In a new interview, the Empire alum revealed that producers of the film gave the cast rental cars to take themselves to the set of the production. However, Henson said she fought to get a driver due to it being an “insurance liability.”
“They gave us rental cars, and I was like, ‘I can’t drive myself to set in Atlanta.’ This is insurance liability, it’s dangerous. Now they robbing people,” Henson recalled during an interview with The New York Times. “What do I look like, taking myself to work by myself in a rental car? So I was like, ‘Can I get a driver or security to take me?’ I’m not asking for the moon. They’re like, ‘Well, if we do it for you, we got to do it for everybody.'”
She continued, “Well, do it for everybody! It’s stuff like that, stuff I shouldn’t have to fight for. I was on the set of Empire fighting for trailers that wasn’t infested with bugs.”
Henson noted that these situations wear on her soul “because you fight so hard to establish a name for yourself and be respected in this town to no avail.”
“With Black films, they just don’t want to take us overseas and I don’t understand that,” she added. “Black translates all over the world, so why wouldn’t the movies? I have a following in China of all places. Y’all not going to capitalize on that? Don’t everybody want to make money here? I’m not the person that pulls the race card every time, but what else is it, then? Tell me. I’d rather it not be race, please give me something else.”
Henson has been talking about the disparity that exists in Hollywood and during the press tour for The Color Purple, she broke down in tears over the pay discrepancies despite her long and established career in the industry.

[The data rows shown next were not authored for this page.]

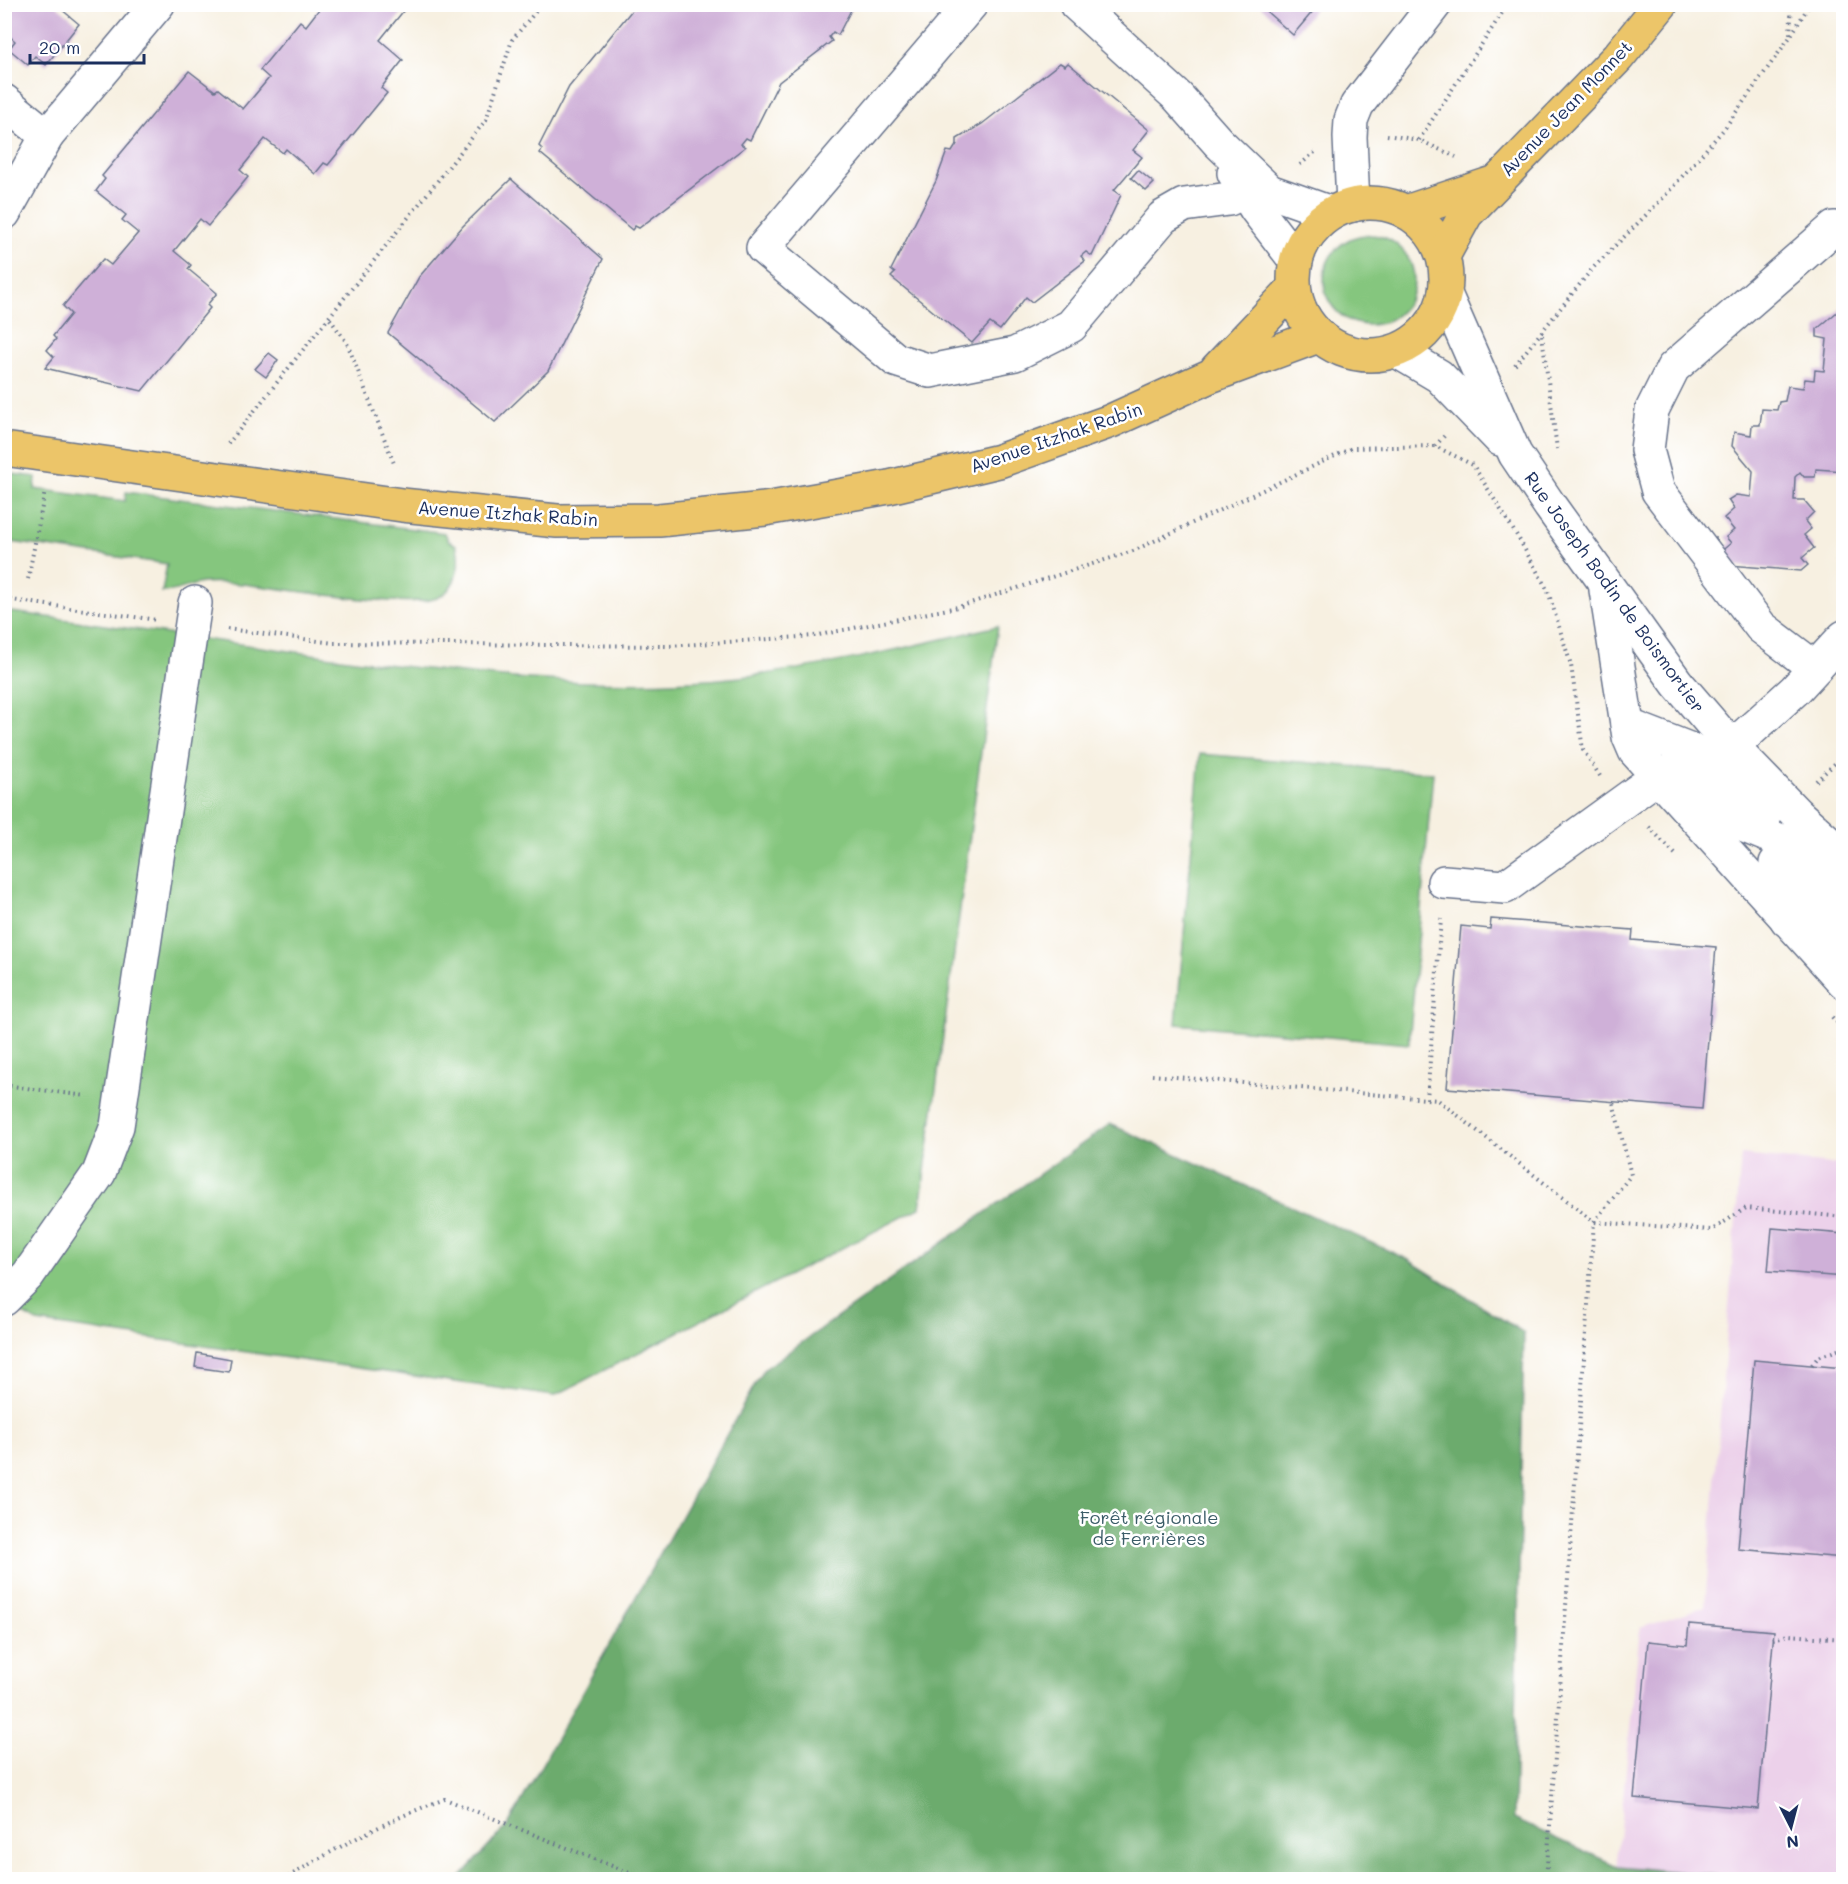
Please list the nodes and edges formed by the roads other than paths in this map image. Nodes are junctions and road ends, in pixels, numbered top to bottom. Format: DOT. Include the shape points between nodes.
graph roads {
  1 [pos="158,4"];
  2 [pos="970,4"];
  3 [pos="1076,4"];
  4 [pos="1435,4"];
  5 [pos="1660,4"];
  6 [pos="4,101"];
  7 [pos="47,136"];
  8 [pos="1218,142"];
  9 [pos="1494,182"];
  10 [pos="1244,192"];
  11 [pos="1342,209"];
  12 [pos="1406,212"];
  13 [pos="4,213"];
  14 [pos="1844,229"];
  15 [pos="1443,256"];
  16 [pos="1295,274"];
  17 [pos="1445,294"];
  18 [pos="1318,336"];
  19 [pos="1397,351"];
  20 [pos="1210,376"];
  21 [pos="4,449"];
  22 [pos="1515,454"];
  23 [pos="1605,582"];
  24 [pos="193,614"];
  25 [pos="1844,637"];
  26 [pos="1815,668"];
  27 [pos="1627,725"];
  28 [pos="1732,747"];
  29 [pos="1761,777"];
  30 [pos="1657,778"];
  31 [pos="1797,814"];
  32 [pos="1715,841"];
  33 [pos="1842,855"];
  34 [pos="1444,882"];
  35 [pos="1752,883"];
  36 [pos="1844,886"];
  37 [pos="1844,911"];
  38 [pos="1785,919"];
  39 [pos="1844,938"];
  40 [pos="1812,949"];
  41 [pos="1844,960"];
  42 [pos="1844,982"];
  43 [pos="4,1299"];
  1 -- 7 [label="street"];
  2 -- 10 [label="street" via="763,248 896,360 930,371 1015,354 1071,326 1164,217 1184,205 1229,199"];
  3 -- 8 [label="street" via="1178,96"];
  4 -- 11 [label="street" via="1357,105 1351,120"];
  5 -- 9 [label="main road, Avenue Jean Monnet" via="1618,57"];
  6 -- 7 [label="street"];
  7 -- 13 [label="street"];
  8 -- 10 [label="street"];
  8 -- 11 [label="street" via="1269,190"];
  9 -- 12 [label="main road, Avenue Jean Monnet"];
  9 -- 15 [label="main road, Avenue Jean Monnet" via="1466,214"];
  10 -- 16 [label="street"];
  11 -- 12 [label="main road" via="1392,206"];
  11 -- 16 [label="main road" via="1315,226 1304,243"];
  12 -- 15 [label="main road" via="1422,223"];
  14 -- 26 [label="street" via="1833,228 1673,368 1652,410 1647,450 1658,490 1761,627"];
  15 -- 17 [label="main road"];
  16 -- 18 [label="main road" via="1302,314"];
  16 -- 20 [label="main road, Avenue Itzhak Rabin"];
  17 -- 19 [label="main road" via="1429,328"];
  17 -- 22 [label="street, Rue Joseph Bodin de Boismortier"];
  18 -- 19 [label="main road" via="1356,354 1377,356"];
  18 -- 20 [label="main road, Avenue Itzhak Rabin"];
  19 -- 22 [label="street, Rue Joseph Bodin de Boismortier" via="1439,376"];
  20 -- 21 [label="main road, Avenue Itzhak Rabin" via="1111,421 999,461 889,487 765,509 659,520 557,521 402,506"];
  22 -- 23 [label="street, Rue Joseph Bodin de Boismortier"];
  23 -- 27 [label="street"];
  23 -- 28 [label="street, Rue Joseph Bodin de Boismortier" via="1677,683"];
  24 -- 43 [label="street" via="117,1126 99,1173 28,1275"];
  25 -- 26 [label="street"];
  26 -- 28 [label="street"];
  27 -- 29 [label="street"];
  27 -- 30 [label="street" via="1631,744"];
  28 -- 29 [label="street, Rue Joseph Bodin de Boismortier"];
  29 -- 31 [label="street, Rue Joseph Bodin de Boismortier"];
  30 -- 31 [label="street" via="1720,791 1771,816"];
  30 -- 32 [label="street"];
  30 -- 33 [label="street" via="1814,854"];
  30 -- 34 [label="street" via="1505,886"];
  31 -- 33 [label="street, Rue Joseph Bodin de Boismortier"];
  32 -- 35 [label="street"];
  32 -- 36 [label="street"];
  35 -- 37 [label="street"];
  35 -- 38 [label="street"];
  38 -- 39 [label="street"];
  38 -- 40 [label="street"];
  40 -- 41 [label="street"];
  40 -- 42 [label="street"];
}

“I’m just tired of working so hard, being gracious at what I do, getting paid a fraction of the cost,” Henson said after taking a long pause and breaking down during an interview with Gayle King on SiriusXM. “I’m tired of hearing my sisters say the same thing over and over. You get tired. I hear people go, ‘You work a lot.’ I have to. The math ain’t math-ing. And you start working a lot, you have a team. Big bills come with what we do. We don’t do this alone. It’s a whole team behind us. They have to get paid.”